(INPUT begins)

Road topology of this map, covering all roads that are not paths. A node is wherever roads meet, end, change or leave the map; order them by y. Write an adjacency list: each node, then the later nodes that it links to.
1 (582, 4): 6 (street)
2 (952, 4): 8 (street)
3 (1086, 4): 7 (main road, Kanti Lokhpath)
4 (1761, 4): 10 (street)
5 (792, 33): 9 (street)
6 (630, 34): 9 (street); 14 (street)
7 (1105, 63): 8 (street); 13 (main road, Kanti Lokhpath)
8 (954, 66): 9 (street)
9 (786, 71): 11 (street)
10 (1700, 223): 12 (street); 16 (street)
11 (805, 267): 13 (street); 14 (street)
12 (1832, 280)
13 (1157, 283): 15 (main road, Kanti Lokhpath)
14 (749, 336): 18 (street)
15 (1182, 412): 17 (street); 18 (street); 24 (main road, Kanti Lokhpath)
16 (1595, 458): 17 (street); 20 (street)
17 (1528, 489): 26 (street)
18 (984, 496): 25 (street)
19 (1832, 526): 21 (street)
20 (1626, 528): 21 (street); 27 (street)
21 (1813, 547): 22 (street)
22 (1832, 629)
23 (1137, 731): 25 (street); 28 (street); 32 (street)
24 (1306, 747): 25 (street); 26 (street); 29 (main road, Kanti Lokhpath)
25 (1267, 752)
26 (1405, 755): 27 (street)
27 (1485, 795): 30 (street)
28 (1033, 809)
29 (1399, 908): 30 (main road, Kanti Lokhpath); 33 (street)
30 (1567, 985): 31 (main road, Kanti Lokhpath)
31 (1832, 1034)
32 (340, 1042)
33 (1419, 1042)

(INPUT ends)

* PROBLEM TO SOLVE *
State the number of lines in the data that carry "main", and add nothing to it.

* ANSWER SECTION *
7